Qui Corona non ha fatto sconti, lanciando un attacco politico durissimo che chiama in causa direttamente i vertici del progressismo italiano, e implicitamente la segretaria del PD Elly Schlein, simbolo di quella parte politica oggi sotto accusa. “Non ho visto tutte ste manifestazioni in Italia per Saman”, ha ammesso amaramente Corona. “Ahimè e purtroppo non si sono viste”.
L’accusa è precisa: “Una certa sinistra non si è schierata, non ha abbaiato, non ha gridato forte”. Per lo scrittore ertano, il motivo di questo silenzio è la paura. Paura di cosa? “Di mettersi contro l’Islam o contro chissà chi”. Secondo la sua analisi, c’è stato un calcolo opportunistico o una paralisi ideologica che ha impedito di difendere Saman con la stessa veemenza riservata ad altre cause.
Dove erano le piazze piene? Dove erano gli hashtag virali? Dove erano le influencer e le politiche che solitamente sono in prima linea per i diritti civili? Nel caso di Saman, sembra che l’appartenenza culturale della vittima e dei carnefici abbia creato un cortocircuito. Difendere Saman significava dover criticare una cultura minoritaria, e questo, per “una certa sinistra”, sembra essere un tabù insormontabile.
Un presagio oscuro per il futuro
La conclusione di Mauro Corona è un monito che non lascia spazio all’ottimismo. “Qui ci doveva essere una levata di scudi totale”, ha affermato, perché senza una condanna unanime e rumorosa, la storia è destinata a ripetersi. “Queste cose si ripeteranno, c’è poco da fare. Prima o dopo, passerà un mese, passerà un anno e poi succederà di nuovo”.
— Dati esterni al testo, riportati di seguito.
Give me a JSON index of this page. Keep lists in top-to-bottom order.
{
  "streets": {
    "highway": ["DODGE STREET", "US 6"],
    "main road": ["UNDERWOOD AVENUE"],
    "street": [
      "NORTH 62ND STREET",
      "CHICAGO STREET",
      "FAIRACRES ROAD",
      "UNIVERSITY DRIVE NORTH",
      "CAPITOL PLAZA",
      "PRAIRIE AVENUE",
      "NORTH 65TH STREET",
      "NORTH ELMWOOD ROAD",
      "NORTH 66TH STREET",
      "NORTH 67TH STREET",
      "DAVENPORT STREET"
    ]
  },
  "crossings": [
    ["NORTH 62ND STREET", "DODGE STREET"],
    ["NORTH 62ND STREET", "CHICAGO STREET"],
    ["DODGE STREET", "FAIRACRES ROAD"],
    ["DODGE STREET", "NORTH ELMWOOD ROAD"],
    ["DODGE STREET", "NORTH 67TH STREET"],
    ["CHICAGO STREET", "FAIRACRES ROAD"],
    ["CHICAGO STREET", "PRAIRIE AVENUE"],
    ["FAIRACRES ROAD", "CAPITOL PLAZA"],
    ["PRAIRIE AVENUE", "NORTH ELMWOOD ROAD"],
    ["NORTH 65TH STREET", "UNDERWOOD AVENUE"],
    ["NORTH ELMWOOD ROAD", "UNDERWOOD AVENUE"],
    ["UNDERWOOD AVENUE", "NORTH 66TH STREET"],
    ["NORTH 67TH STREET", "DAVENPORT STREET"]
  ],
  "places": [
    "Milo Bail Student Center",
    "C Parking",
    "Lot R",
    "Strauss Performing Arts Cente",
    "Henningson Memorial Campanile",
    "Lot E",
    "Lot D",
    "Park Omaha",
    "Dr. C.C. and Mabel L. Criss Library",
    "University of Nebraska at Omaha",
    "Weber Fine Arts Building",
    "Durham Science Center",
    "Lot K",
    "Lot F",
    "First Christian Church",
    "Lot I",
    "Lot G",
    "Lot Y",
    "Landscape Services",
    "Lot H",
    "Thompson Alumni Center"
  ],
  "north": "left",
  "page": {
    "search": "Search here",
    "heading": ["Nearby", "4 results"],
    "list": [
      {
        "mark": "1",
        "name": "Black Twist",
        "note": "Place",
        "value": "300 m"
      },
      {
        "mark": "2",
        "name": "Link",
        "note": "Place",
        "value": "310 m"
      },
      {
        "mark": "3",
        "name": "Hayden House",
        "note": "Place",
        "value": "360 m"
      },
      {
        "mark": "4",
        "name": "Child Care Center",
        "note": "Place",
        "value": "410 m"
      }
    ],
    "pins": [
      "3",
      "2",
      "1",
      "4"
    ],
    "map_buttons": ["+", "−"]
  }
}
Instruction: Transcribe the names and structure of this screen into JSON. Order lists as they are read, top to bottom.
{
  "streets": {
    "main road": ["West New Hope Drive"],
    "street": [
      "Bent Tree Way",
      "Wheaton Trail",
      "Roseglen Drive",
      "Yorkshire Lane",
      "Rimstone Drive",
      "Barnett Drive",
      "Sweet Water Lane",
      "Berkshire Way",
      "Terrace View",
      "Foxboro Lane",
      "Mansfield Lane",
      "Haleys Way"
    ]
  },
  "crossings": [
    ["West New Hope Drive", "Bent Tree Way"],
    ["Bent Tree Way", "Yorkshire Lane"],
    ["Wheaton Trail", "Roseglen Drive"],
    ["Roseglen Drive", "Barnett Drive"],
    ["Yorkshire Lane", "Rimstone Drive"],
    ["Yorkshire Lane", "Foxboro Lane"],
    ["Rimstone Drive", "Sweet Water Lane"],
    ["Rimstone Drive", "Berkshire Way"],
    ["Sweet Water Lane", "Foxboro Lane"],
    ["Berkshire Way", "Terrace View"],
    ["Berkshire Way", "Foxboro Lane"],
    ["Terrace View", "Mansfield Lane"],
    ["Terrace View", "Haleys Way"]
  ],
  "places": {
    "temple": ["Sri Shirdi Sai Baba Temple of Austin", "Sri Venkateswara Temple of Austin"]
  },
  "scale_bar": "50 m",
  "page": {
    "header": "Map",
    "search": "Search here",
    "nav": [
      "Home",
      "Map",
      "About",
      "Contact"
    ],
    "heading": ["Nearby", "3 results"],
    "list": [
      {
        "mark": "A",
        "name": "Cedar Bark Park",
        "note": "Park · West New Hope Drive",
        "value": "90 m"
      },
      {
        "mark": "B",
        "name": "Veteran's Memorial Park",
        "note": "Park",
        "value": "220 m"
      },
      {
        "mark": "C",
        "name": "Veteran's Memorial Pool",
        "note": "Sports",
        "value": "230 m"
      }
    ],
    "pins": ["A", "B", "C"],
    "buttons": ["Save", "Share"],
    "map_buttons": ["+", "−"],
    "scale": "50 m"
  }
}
La visione di Corona è lucida e spietata: finché si insegnerà ai “maschietti” che la donna è una proprietà, che va picchiata o sottomessa, la catena di violenza non si spezzerà. Il caso Saman rischia di non essere un’eccezione, ma la punta dell’iceberg di un fenomeno che si perpetua nel silenzio complice delle nostre città.
L’intervento di Mauro Corona a “Dritto e Rovescio” resta uno dei momenti più alti e veri della televisione recente. Ha dato voce a milioni di italiani che, di fronte alla foto di Saman Abbas, si sono chiesti perché la sua vita valesse meno delle polemiche da salotto. Ha ricordato a tutti, e soprattutto alla politica, che i diritti umani non hanno colore politico e non possono essere applicati a correnti alterne. Se la sinistra vuole davvero difendere le donne, deve iniziare a difenderle tutte, anche e soprattutto quando i loro carnefici non sono “maschi bianchi occidentali”, ma padri e cugini che agiscono in nome di un codice d’onore incompatibile con la nostra civiltà.